Actually, they didn’t occur to me until about a half-hour before the first game, when the fans filing into the Colisee were treated to a video montage of NCAA athletes in championship action.

The video had all the ingredients of NCAA self-importance — overly-dramatic symphonic soundtrack, quick cuts of athletes basking in their triumph interspersed with almost subliminal reminders that it is the NCAA that brings such joy to their lives and ours.

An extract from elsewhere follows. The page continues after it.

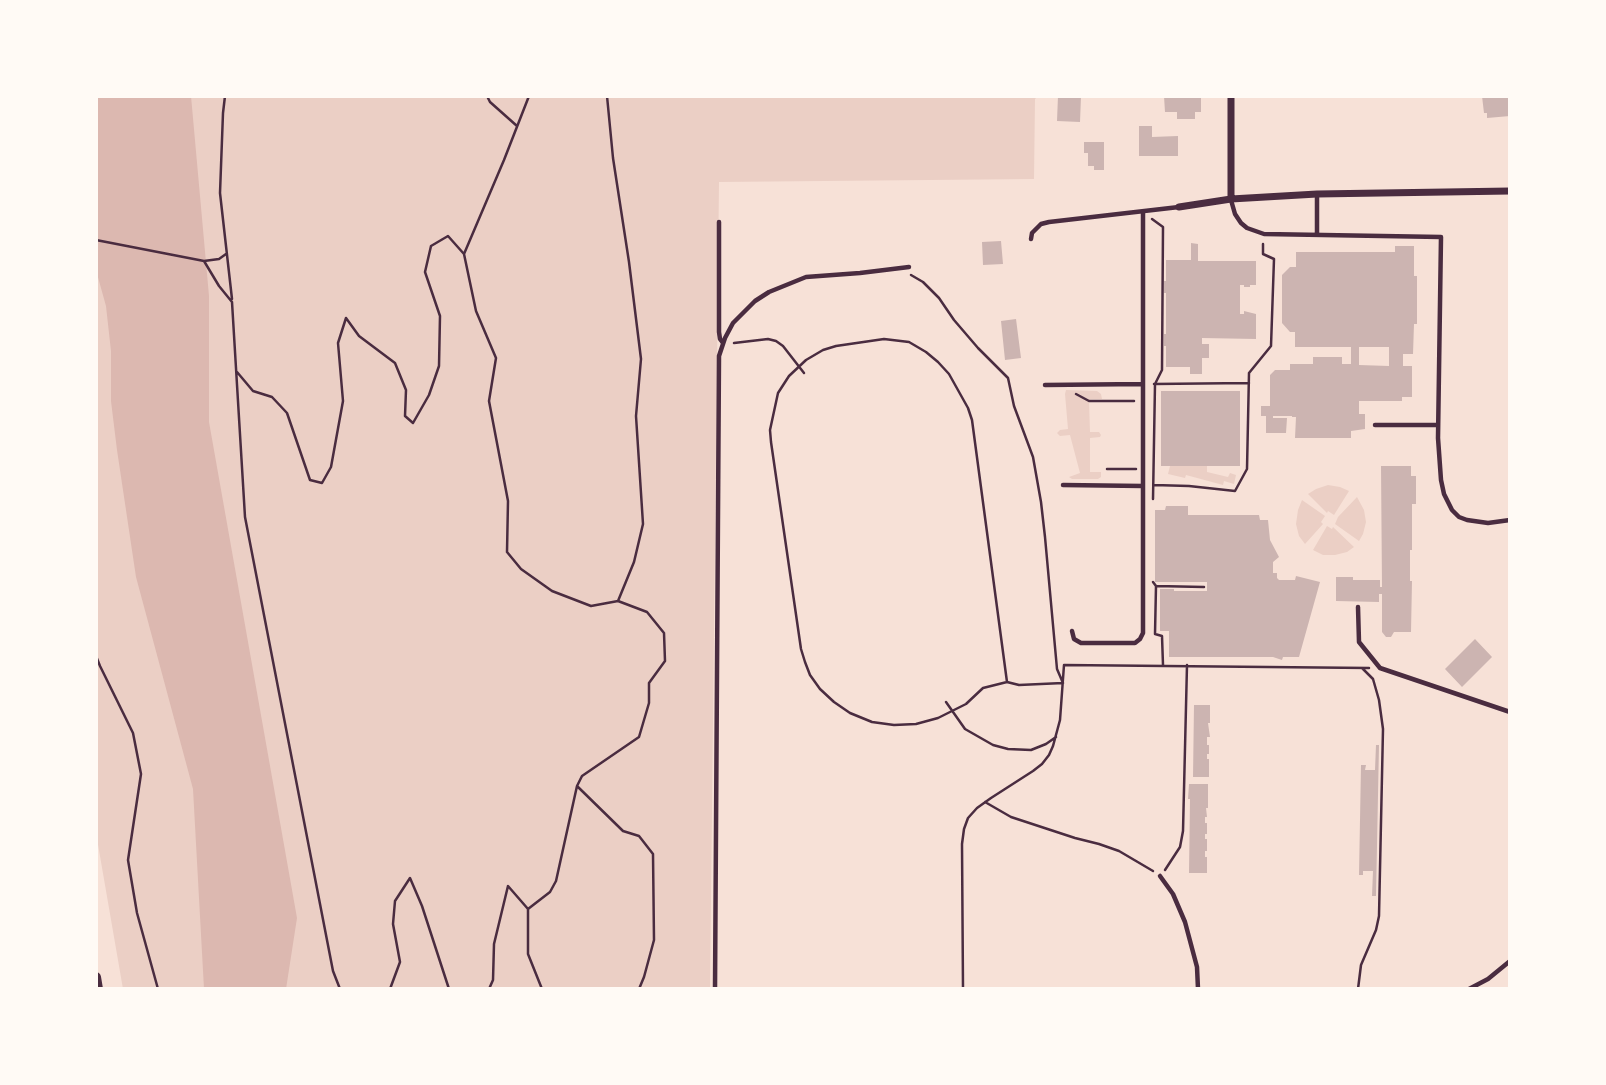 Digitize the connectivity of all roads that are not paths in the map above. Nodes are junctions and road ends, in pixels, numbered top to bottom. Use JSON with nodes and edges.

For the cost of producing that two-minute video, the NCAA could have put New Mexico State up at the Spokane Ritz Carlton for a night and chartered a flight home. Of course, it has the resources to produce the same video and one like it for every one of the thousands of student-athlete it claims to support and still send New Mexico State and all 67 teams that lose in the tournament on a consolation trip to Disney World.

We all know the NCAA has no interest in sharing the wealth with those who create it, which opens the door to tortured slavery analogies. But as deluded as that thinking is, it’s just as crazy to think a “free” crack at a degree is fair exchange.

It may be impossible to hit the NCAA where it hurts the most, in the wallet. But thankfully, someone other than the writers is trying to hit the NCAA where it’s most vulnerable.

Numerous lawsuits have been brought against the NCAA. Most have either been thrown out or settled out of court. Little has changed so far, but the lawsuits keep coming. One filed recently alleges antitrust law violations by the NCAA and the power conferences. Some think it could be the litigation to finally destroy the NCAA.

If it succeeds, who knows how it will change college athletics? But you can be sure of one thing, writers will take entirely too much of the credit.